The play opens with the weeping earth deity Bhūmi, who has assumed the form of a cow in order to beg the Supreme Being to aid the overburdened earth. She stands before the Ocean of Milk, one of the seven oceans of various liquids described in Hindu cosmology and the domain of Vishnu and his consort Lakshmi. Krishna is then incarnated by a kind of meditative transmission to a woman’s womb; we see his ecstatic birth and attempted murder by the demoness Putana; his mother’s discovery of the heavens and universe inside his mouth; his first meeting with Radha, an earthly incarnation of Lakshmi and one of the 108 Gopi, or cow-herd girls; his trickery of the Gopi to reveal themselves to him; the dance of the Gopi in which he appears to each of them; and his departure from them. We then arrive at the love duet, the half-way point of the play and its climactic scene: the Supreme Being makes loves to Radha, adoring her in his earthly incarnation as Krishna. Tavener described the music for their choreographed union as ‘the most ecstatic I have ever written.’ Each time Krishna sings, the sacred mantra ‘Om namō narāyanāya’ is chanted, connecting the incarnation to his cosmic counterpart.

The subsequent scenes guide us through Krishna’s defeat of evil; his abduction of Rukhmini as his principal wife; the meeting of Radha and Rukhmini and the elision of their souls and bodies through love of Krishna; and his withdrawal from the world and return to paradise. The Epilogue presents a scene suggestive of our current age, which is by many Hindus believed to be the Kali Yuga, characterised by imbalance and aggression and the last in a cycle of four phases of decreasing enlightenment. There are echoes of Bhūmi’s weeping, as Krishna sings from paradise that when evil prevails and truth declines, he will return to the world.

Read more: Tavener and Universalism


A note of thanks

Krishna meant so much to John and was a work he longed to hear in his lifetime.

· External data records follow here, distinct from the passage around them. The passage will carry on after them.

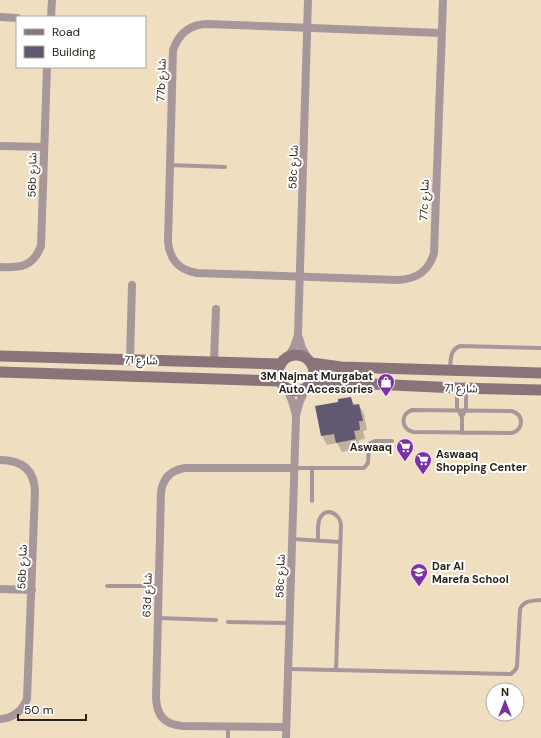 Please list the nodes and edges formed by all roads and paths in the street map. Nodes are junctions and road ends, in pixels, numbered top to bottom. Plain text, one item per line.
1 (52, 0) edge
2 (308, 0) edge
3 (442, 0) edge
4 (51, 16) edge
5 (0, 17) edge
6 (16, 18) edge
7 (308, 27) junction
8 (441, 33) junction
9 (47, 68) edge
10 (0, 146) edge
11 (44, 147) junction
12 (170, 165) junction
13 (225, 166) dead end
14 (0, 267) edge
15 (300, 277) junction
16 (132, 285) dead end
17 (216, 309) dead end
18 (298, 335) junction
19 (541, 348) edge
20 (0, 356) edge
21 (130, 360) junction
22 (284, 360) junction
23 (214, 362) junction
24 (310, 362) junction
25 (450, 371) junction
26 (0, 372) edge
27 (541, 373) edge
28 (283, 384) junction
29 (309, 386) junction
30 (462, 388) junction
31 (541, 390) edge
32 (458, 411) junction
33 (465, 411) junction
34 (296, 415) junction
35 (462, 417) junction
36 (462, 432) junction
37 (392, 442) dead end
38 (3, 460) edge
39 (294, 468) junction
40 (312, 468) junction
41 (312, 501) dead end
42 (292, 539) junction
43 (318, 541) junction
44 (340, 542) junction
45 (107, 586) dead end
46 (159, 586) junction
47 (0, 589) edge
48 (32, 590) junction
49 (541, 600) edge
50 (158, 618) junction
51 (216, 620) dead end
52 (228, 622) dead end
53 (290, 624) junction
54 (289, 669) junction
55 (336, 670) junction
56 (0, 719) edge
57 (228, 726) junction
58 (286, 727) junction
59 (228, 738) edge
60 (286, 738) edge

1 - 4 street
2 - 7 street, 58c شارع
3 - 8 street, 77c شارع
5 - 6 street
7 - 8 street, 77b شارع
7 - 12 street, 77b شارع
7 - 15 street, 58c شارع
8 - 15 street, 77c شارع
9 - 11 street, 56b شارع
10 - 11 street
11 - 14 street, 56b شارع
12 - 13 lane
12 - 15 street, 77b شارع
15 - 18 street, 58c شارع
16 - 21 street
17 - 23 street
18 - 22 street, 58c شارع
18 - 24 street, 58c شارع
19 - 25 lane
20 - 21 street, شارع 71
21 - 23 street, شارع 71
22 - 23 street, شارع 71
22 - 24 street
22 - 28 street
24 - 25 street, شارع 71
24 - 29 street
25 - 27 street, شارع 71
26 - 28 street, شارع 71
28 - 29 street
28 - 34 street, 58c شارع
29 - 30 street, شارع 71
29 - 34 street, 58c شارع
30 - 31 street, شارع 71
30 - 32 lane
30 - 33 lane
32 - 33 lane
32 - 35 lane
32 - 36 lane
33 - 35 lane
33 - 36 lane
34 - 39 street, 58c شارع
35 - 36 lane
37 - 40 lane
38 - 48 street, 56b شارع
39 - 40 lane
39 - 42 street, 58c شارع
39 - 46 street, 63d شارع
40 - 41 lane
42 - 43 lane
42 - 53 street, 58c شارع
43 - 44 lane
43 - 44 lane
44 - 55 lane
45 - 46 lane
46 - 50 street, 63d شارع
47 - 48 street
48 - 56 street, 56b شارع
49 - 55 lane
50 - 51 lane
50 - 57 street, 63d شارع
52 - 53 lane
53 - 54 street, 58c شارع
54 - 55 lane
54 - 58 street, 58c شارع
57 - 58 street, 63d شارع
57 - 59 lane
58 - 60 street, 58c شارع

Thank you Maryanna, Wasfi, David and Grange Park Opera for committing to bring his vision to the stage in what would have been John’s 80th anniversary season. We wish you all every success in mustering the resources to unleash Krishna on the world.

Grange Park Opera has a fundraising campaign in place to mount the opera. Please contact them at info@grangeparkopera.co.uk should you wish to support the production. 

Links
Grange Park Opera: World Premiere Krishna
John Tavener on wisemusicclassical.com
The Essential John Tavener: A Guide Online


(April 2020)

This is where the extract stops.